(The data)

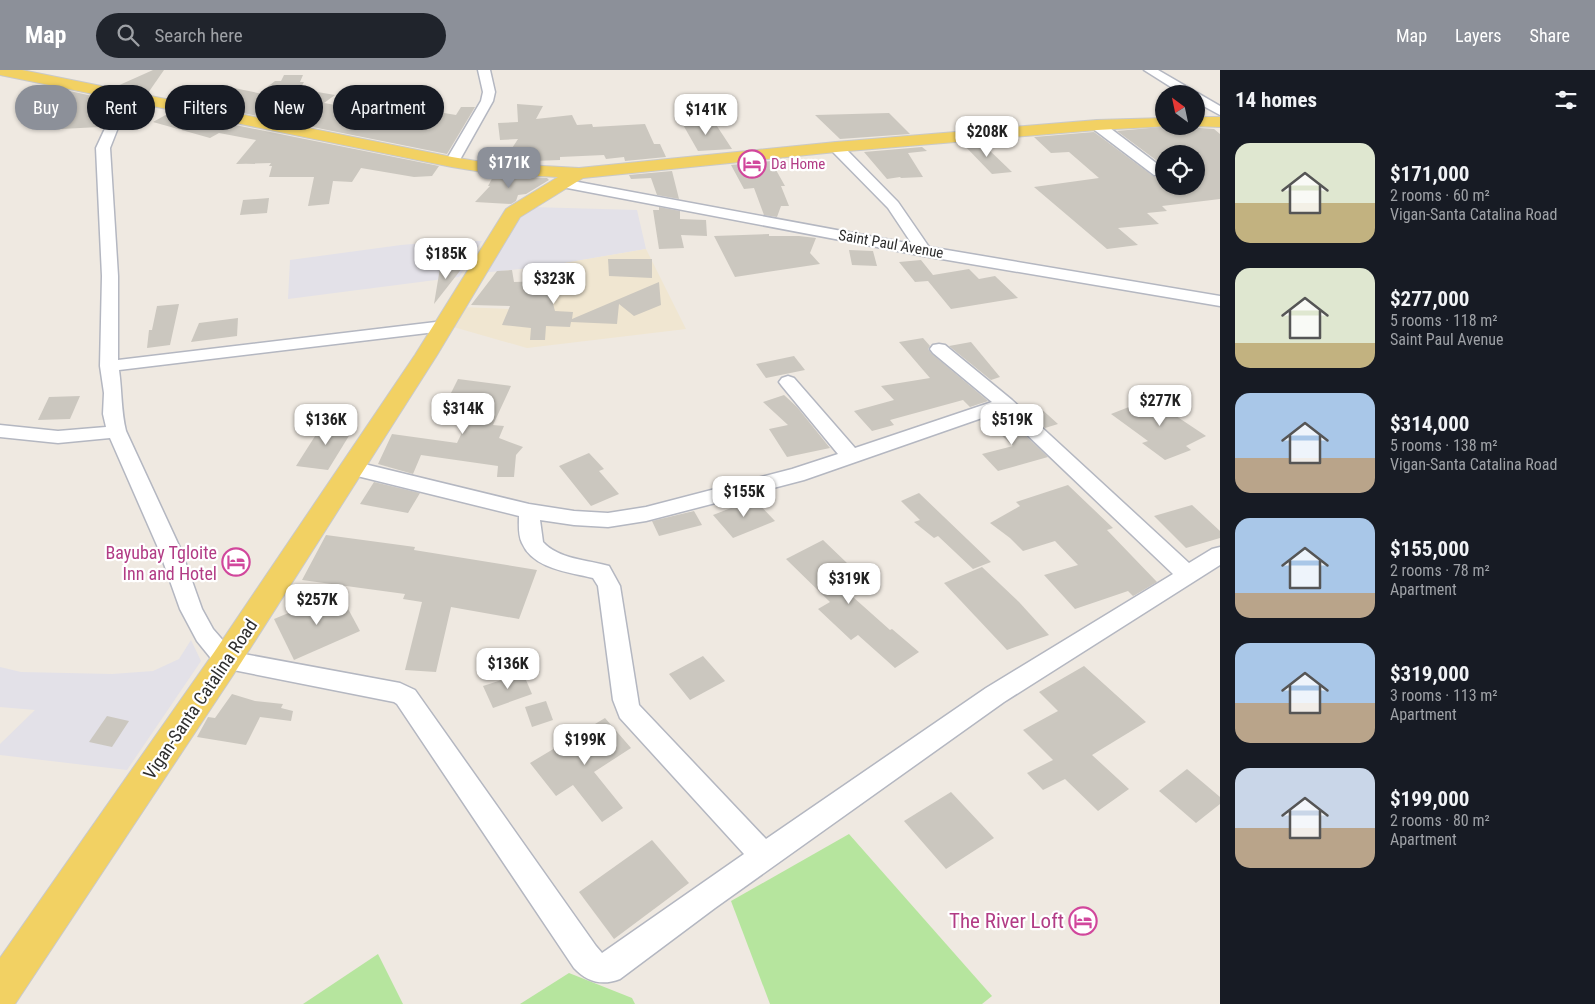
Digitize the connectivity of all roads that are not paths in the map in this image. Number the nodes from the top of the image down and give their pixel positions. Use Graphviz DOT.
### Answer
graph roads {
  1 [pos="0,70"];
  2 [pos="484,70"];
  3 [pos="1150,70"];
  4 [pos="1176,85"];
  5 [pos="87,87"];
  6 [pos="155,101"];
  7 [pos="1205,102"];
  8 [pos="1219,112"];
  9 [pos="1205,118"];
  10 [pos="1155,123"];
  11 [pos="1097,125"];
  12 [pos="110,130"];
  13 [pos="836,147"];
  14 [pos="452,162"];
  15 [pos="1155,169"];
  16 [pos="570,178"];
  17 [pos="924,251"];
  18 [pos="1220,301"];
  19 [pos="444,326"];
  20 [pos="939,348"];
  21 [pos="109,366"];
  22 [pos="788,382"];
  23 [pos="1005,404"];
  24 [pos="0,431"];
  25 [pos="116,431"];
  26 [pos="851,456"];
  27 [pos="352,468"];
  28 [pos="529,510"];
  29 [pos="1220,555"];
  30 [pos="1188,574"];
  31 [pos="226,660"];
  32 [pos="764,856"];
  33 [pos="0,992"];
  1 -- 5 [label="main road"];
  2 -- 14 [label="street"];
  3 -- 4 [label="street"];
  6 -- 14 [label="main road"];
  7 -- 8 [label="street"];
  8 -- 9 [label="main road"];
  10 -- 11 [label="main road"];
  11 -- 13 [label="main road"];
  11 -- 15 [label="street"];
  12 -- 21 [label="street"];
  13 -- 16 [label="main road"];
  13 -- 17 [label="street"];
  14 -- 16 [label="main road"];
  16 -- 17 [label="street, Saint Paul Avenue"];
  16 -- 19 [label="main road, Vigan-Santa Catalina Road"];
  17 -- 18 [label="street, Saint Paul Avenue"];
  19 -- 21 [label="street"];
  19 -- 27 [label="main road, Vigan-Santa Catalina Road"];
  20 -- 23 [label="street"];
  21 -- 25 [label="street"];
  22 -- 26 [label="street"];
  23 -- 26 [label="street"];
  23 -- 30 [label="street"];
  24 -- 25 [label="street"];
  25 -- 31 [label="street"];
  26 -- 28 [label="street"];
  27 -- 28 [label="street"];
  27 -- 31 [label="main road, Vigan-Santa Catalina Road"];
  28 -- 32 [label="street"];
  29 -- 30 [label="street"];
  30 -- 32 [label="street"];
  31 -- 32 [label="street"];
  31 -- 33 [label="main road, Vigan-Santa Catalina Road"];
}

(End The data)

The pictures should not be reproduced; quote all of the other material exactly.

▶ Solution:
Digitize the connectivity of all roads that are not paths in the map in this image. Number the nodes from the top of the image down and give their pixel positions. Use Graphviz DOT.
### Answer
graph roads {
  1 [pos="0,70"];
  2 [pos="484,70"];
  3 [pos="1150,70"];
  4 [pos="1176,85"];
  5 [pos="87,87"];
  6 [pos="155,101"];
  7 [pos="1205,102"];
  8 [pos="1219,112"];
  9 [pos="1205,118"];
  10 [pos="1155,123"];
  11 [pos="1097,125"];
  12 [pos="110,130"];
  13 [pos="836,147"];
  14 [pos="452,162"];
  15 [pos="1155,169"];
  16 [pos="570,178"];
  17 [pos="924,251"];
  18 [pos="1220,301"];
  19 [pos="444,326"];
  20 [pos="939,348"];
  21 [pos="109,366"];
  22 [pos="788,382"];
  23 [pos="1005,404"];
  24 [pos="0,431"];
  25 [pos="116,431"];
  26 [pos="851,456"];
  27 [pos="352,468"];
  28 [pos="529,510"];
  29 [pos="1220,555"];
  30 [pos="1188,574"];
  31 [pos="226,660"];
  32 [pos="764,856"];
  33 [pos="0,992"];
  1 -- 5 [label="main road"];
  2 -- 14 [label="street"];
  3 -- 4 [label="street"];
  6 -- 14 [label="main road"];
  7 -- 8 [label="street"];
  8 -- 9 [label="main road"];
  10 -- 11 [label="main road"];
  11 -- 13 [label="main road"];
  11 -- 15 [label="street"];
  12 -- 21 [label="street"];
  13 -- 16 [label="main road"];
  13 -- 17 [label="street"];
  14 -- 16 [label="main road"];
  16 -- 17 [label="street, Saint Paul Avenue"];
  16 -- 19 [label="main road, Vigan-Santa Catalina Road"];
  17 -- 18 [label="street, Saint Paul Avenue"];
  19 -- 21 [label="street"];
  19 -- 27 [label="main road, Vigan-Santa Catalina Road"];
  20 -- 23 [label="street"];
  21 -- 25 [label="street"];
  22 -- 26 [label="street"];
  23 -- 26 [label="street"];
  23 -- 30 [label="street"];
  24 -- 25 [label="street"];
  25 -- 31 [label="street"];
  26 -- 28 [label="street"];
  27 -- 28 [label="street"];
  27 -- 31 [label="main road, Vigan-Santa Catalina Road"];
  28 -- 32 [label="street"];
  29 -- 30 [label="street"];
  30 -- 32 [label="street"];
  31 -- 32 [label="street"];
  31 -- 33 [label="main road, Vigan-Santa Catalina Road"];
}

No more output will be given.